Se situarmos o problema no espaço geográfico brasileiro, vamos constatar como o apelo ao moralismo foi usado com enorme intensidade a partir da chegada de Lula ao governo. Desde então, deu-se uma combinação de variados teores de moralismo no afã de desgastar e minar a força do projeto que Lula e as forças a ele aliadas representavam.

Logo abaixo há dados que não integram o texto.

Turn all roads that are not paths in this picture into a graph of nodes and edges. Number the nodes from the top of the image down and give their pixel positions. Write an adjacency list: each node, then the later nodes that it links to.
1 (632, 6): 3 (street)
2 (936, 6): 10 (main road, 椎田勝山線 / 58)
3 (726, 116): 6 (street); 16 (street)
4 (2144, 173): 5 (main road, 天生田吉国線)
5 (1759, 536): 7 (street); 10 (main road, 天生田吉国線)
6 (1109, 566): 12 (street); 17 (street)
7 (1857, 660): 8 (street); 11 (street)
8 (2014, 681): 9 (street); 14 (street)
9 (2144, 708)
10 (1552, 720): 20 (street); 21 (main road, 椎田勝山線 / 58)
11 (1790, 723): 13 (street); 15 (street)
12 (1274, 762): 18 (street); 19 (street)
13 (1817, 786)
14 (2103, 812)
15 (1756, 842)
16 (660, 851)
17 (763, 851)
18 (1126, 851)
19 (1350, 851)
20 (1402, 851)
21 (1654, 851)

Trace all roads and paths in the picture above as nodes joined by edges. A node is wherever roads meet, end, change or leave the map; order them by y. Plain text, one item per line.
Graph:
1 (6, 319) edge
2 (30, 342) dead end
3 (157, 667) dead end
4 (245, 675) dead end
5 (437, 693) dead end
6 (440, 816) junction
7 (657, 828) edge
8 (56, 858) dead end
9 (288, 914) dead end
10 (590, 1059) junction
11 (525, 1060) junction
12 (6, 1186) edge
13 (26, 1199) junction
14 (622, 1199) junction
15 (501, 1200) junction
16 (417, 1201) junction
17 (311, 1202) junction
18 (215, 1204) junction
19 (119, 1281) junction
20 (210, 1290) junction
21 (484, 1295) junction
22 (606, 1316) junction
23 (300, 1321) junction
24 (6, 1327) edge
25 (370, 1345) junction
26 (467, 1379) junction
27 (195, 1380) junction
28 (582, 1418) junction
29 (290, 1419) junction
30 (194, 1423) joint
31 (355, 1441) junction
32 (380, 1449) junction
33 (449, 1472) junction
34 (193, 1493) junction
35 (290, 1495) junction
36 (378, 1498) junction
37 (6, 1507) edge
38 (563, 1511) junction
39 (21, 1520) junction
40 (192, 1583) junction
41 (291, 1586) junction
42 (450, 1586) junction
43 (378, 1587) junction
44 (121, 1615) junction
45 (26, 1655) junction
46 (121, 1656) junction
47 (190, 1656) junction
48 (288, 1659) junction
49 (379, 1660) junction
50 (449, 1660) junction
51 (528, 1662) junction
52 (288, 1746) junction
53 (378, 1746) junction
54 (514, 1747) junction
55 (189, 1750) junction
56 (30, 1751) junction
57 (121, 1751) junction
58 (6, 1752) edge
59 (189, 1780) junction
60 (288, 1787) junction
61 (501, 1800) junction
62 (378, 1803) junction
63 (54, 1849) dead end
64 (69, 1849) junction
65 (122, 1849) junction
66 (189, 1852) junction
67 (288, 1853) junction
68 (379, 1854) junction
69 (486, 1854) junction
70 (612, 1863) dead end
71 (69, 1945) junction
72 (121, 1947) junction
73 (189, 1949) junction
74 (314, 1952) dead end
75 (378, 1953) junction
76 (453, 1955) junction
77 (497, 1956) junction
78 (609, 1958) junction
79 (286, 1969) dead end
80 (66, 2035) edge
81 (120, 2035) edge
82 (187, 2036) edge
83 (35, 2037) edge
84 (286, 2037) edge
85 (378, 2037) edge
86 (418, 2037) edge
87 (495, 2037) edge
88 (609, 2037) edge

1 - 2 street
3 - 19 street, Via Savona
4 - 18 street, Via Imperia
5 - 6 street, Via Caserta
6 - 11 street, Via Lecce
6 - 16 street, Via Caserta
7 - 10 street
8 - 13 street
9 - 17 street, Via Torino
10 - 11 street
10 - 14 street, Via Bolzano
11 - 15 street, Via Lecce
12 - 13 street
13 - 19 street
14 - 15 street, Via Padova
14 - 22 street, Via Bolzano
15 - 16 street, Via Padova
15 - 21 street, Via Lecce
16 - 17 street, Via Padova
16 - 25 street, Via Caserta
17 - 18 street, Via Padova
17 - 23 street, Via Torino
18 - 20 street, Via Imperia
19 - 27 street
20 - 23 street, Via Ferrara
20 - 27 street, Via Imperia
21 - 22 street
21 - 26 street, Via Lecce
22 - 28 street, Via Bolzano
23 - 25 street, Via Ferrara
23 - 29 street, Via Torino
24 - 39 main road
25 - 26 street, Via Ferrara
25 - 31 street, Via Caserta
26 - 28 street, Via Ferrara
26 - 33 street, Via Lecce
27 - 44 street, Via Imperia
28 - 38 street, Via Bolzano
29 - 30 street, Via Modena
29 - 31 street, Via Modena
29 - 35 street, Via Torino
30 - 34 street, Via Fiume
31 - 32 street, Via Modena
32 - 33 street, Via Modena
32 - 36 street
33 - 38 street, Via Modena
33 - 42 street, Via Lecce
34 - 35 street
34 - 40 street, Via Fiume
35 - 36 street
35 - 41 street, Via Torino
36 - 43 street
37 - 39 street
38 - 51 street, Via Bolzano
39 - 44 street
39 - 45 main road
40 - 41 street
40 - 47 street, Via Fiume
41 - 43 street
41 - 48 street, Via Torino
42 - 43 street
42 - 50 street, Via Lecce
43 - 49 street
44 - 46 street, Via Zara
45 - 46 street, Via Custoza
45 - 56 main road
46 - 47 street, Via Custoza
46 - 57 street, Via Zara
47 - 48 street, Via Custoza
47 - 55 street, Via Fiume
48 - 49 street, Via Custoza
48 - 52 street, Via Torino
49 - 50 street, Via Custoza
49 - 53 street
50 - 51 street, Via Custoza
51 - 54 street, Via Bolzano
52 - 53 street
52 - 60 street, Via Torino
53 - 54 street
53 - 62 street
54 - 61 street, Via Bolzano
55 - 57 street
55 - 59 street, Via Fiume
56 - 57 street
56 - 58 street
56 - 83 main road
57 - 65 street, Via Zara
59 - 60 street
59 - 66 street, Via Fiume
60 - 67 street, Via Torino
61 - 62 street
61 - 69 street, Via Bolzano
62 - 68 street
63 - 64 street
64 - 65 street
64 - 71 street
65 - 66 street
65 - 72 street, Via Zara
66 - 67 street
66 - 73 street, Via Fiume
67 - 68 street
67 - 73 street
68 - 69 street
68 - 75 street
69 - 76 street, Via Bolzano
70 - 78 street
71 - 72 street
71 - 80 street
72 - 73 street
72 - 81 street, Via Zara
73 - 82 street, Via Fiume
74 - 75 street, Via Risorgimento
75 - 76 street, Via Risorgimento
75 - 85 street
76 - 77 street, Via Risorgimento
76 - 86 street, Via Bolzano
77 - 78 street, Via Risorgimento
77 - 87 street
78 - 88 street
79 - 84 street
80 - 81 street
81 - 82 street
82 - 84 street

Em tal sentido, ao mesmo tempo em que disparavam seus canhões midiáticos para equiparar Lula e seus filhos a tudo o que significasse desonestidade, ou seja corrupção, outros agentes davam vasão ao terrorismo de caráter religioso e sexual. Como no campo aliado a Lula estavam forças que defendiam valores mais progressistas e tolerantes no tocante a esses temas, a opção foi a de dar força a tudo o que havia de mais retrógado em relação a religião e sexo. Assim que, voltaram à cena absurdidades que julgávamos já resolvidas há muito tempo, pelo menos desde o período do Iluminismo.

Neste contexto, no qual as corporações midiáticas, a Lava-jato, várias igrejas e pastores pseudo-cristãos e grande parte dos políticos de direita atuaram de maneira articulada e coordenada, ganhou importância o bolsonarismo.

Se antes, Jair Bolsonaro, seus filhos e sua maneira de atuar eram vistos e sentidos tão somente como um exemplo patético e desprezível de políticos do baixo clero, sem nenhuma importância efetiva, o caldo de cultivo de ódio despejado sobre a população pela atuação coordenada das forças antipopulares acabou dando projeção nacional a essa figura que, em condições normais, jamais ultrapassaria os rincões milicianos do Rio de Janeiro, onde estava instalado.

Porém, agora que, devido ao conhecimento adquirido em sua prática de governo, a imagem de Bolsonaro junto ao povo se revelou o que de pior poderia ser, as classes dominantes se encontram diante de um sério problema: O imenso desgaste do governo cavernícula e a revelação de grande parte da podridão que o caracteriza levaram a maioria da população a olhar de volta para Lula e a comparar o quadro atual com o que existia no período em que Lula governou o país.

O resultado disto está sendo terrível para os donos do capital, Lula aparece disparado em primeiro lugar na preferência em toda e qualquer sondagem de opinião realizada. Na verdade, o terror de nossa burguesia está mais do que justificado. Se eles fizeram de tudo para eliminar Lula do jogo político, se chegaram até a empoderar um monstro miliciano, intolerante, machista, racista e homofóbico para garantir que assim fosse, como aceitar agora sua volta ao governo?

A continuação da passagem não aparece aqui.